I need to find some intake/outflow hardware now. I found cheap stuff but it ships from Taiwan and won't be here for 6 weeks. I've found an affordable Marineland set but it is for 3/4" ID hose! So I've got some adapting to do to figure stuff out. No biggie, this is DIY land.


----------



## EmotionalFescue (Jun 24, 2020)

that makes sense, OP. if you're ending the day with a big gas pocket, you've pretty much got 24/7 co2 infusion and at a lower rate than you're looking for.

so where does this put you? you're still thinking a separate pump of some sort to run the reactor?


----------



## NotThePainter (Dec 17, 2020)

EmotionalFescue said:


> that makes sense, OP. if you're ending the day with a big gas pocket, you've pretty much got 24/7 co2 infusion and at a lower rate than you're looking for.
> 
> so where does this put you? you're still thinking a separate pump of some sort to run the reactor?


Yes, separate pump. I order the Jebao, a Marineland C-Series C-530 Canister Filter Intake/Outlet Tube Assembly (only $19, I couldn't build it for that) and 3/4" ID Python tubing, with shipping, was $27 at Big Al's. So yeah, I killed the budget on this, but this system will be able to handle a much larger tank.


----------



## ReeferRusso (Dec 29, 2018)

In the words of Elvis (No, not that Elvis.
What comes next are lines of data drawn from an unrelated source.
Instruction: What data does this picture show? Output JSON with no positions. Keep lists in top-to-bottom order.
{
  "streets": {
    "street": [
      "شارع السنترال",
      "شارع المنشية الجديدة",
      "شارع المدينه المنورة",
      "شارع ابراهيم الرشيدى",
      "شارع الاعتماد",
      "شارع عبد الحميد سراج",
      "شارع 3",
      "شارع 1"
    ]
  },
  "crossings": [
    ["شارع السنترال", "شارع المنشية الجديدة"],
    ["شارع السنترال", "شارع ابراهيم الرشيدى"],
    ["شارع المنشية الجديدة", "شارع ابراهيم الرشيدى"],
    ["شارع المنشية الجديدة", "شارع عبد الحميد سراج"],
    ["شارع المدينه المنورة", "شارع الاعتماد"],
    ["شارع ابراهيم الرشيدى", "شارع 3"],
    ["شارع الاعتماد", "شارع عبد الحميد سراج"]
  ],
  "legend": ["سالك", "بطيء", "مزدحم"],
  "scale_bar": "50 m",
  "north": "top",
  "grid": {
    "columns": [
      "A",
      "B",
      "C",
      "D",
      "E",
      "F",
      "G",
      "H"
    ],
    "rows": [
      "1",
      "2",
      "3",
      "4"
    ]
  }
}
The other Elvis!) The Cerges needs this...


----------



## NotThePainter (Dec 17, 2020)

ReeferRusso said:


> In the words of Elvis (No, not that Elvis. The other Elvis!) The Cerges needs this...
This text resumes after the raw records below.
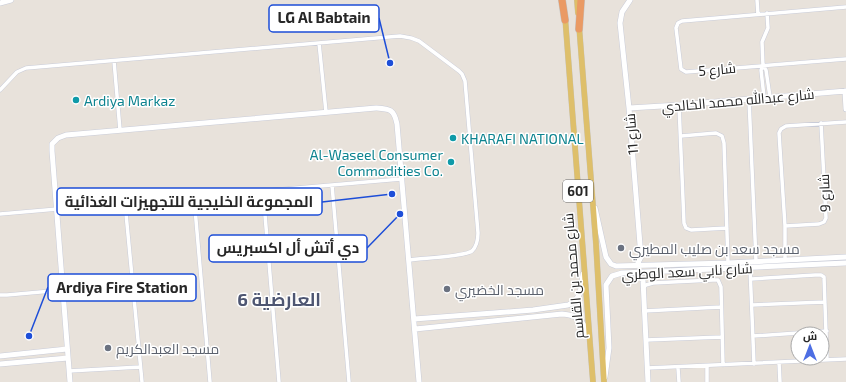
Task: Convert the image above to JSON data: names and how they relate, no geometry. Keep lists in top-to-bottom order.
{
  "streets": {
    "main road": ["601", "شارع محمد بن القاسم"],
    "street": [
      "شارع 5",
      "شارع عبدالله محمد الخالدي",
      "شارع 11",
      "شارع 9",
      "شارع نابي سعد الوطري"
    ]
  },
  "crossings": [
    ["شارع عبدالله محمد الخالدي", "شارع 11"],
    ["شارع نابي سعد الوطري", "شارع محمد بن القاسم"]
  ],
  "districts": ["العارضية 6"],
  "places": [
    "LG Al Babtain",
    "Ardiya Markaz",
    "KHARAFI NATIONAL",
    "Al-Waseel Consumer Commodities Co.",
    "المجموعة الخليجية للتجهيزات الغذائية",
    "دي أتش أل اكسبريس",
    "مسجد سعد بن صليب المطيري",
    "مسجد الخضيري",
    "Ardiya Fire Station",
    "مسجد العبدالكريم"
  ],
  "north": "top"
}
OMG, you are as old as we are! We cast that to the big screen and turned it up to 11. Brings back memories, thanks!

But what's this "don't really need it?" 

I've built a system that handle a much bigger tank, so that means I NEED a much bigger tank.


----------



## ReeferRusso (Dec 29, 2018)

NotThePainter said:


> OMG, you are as old as we are! We cast that to the big screen and turned it up to 11. Brings back memories, thanks!
> 
> But what's this "don't really need it?"
> 
> I've built a system that handle a much bigger tank, so that means I NEED a much bigger tank.


Well, um, I only know about that song because I saw it posted in a blog. The blog is written by a kid who has a roomful of trophies for 12th place out of 13 competitors, who thinks he's special and cannot hold a regular face-to-face conversation to save his life. I also had Fortran and Cobol in high school. 

Oh, wait, did I give away my age again? Let's just say that I'm enough to know better but young enough to do it anyway!


----------



## NotThePainter (Dec 17, 2020)

Here's a "time-lapse" of how my reactor collects bubbles during the day.






My take is that I need to get rid of the surface scum and increase the flow. I am not getting CO2 bubbles into the tank, so that's good. But I'm not getting pearling in the morning.


----------



## EmotionalFescue (Jun 24, 2020)

honestly, this doesn't look too bad at all. you're definitely getting a gas pocket throughout the day and the increased splashing through that pocket is giving you the increased bubbles, but it dissipates after your co2 turns off. i was expecting worse.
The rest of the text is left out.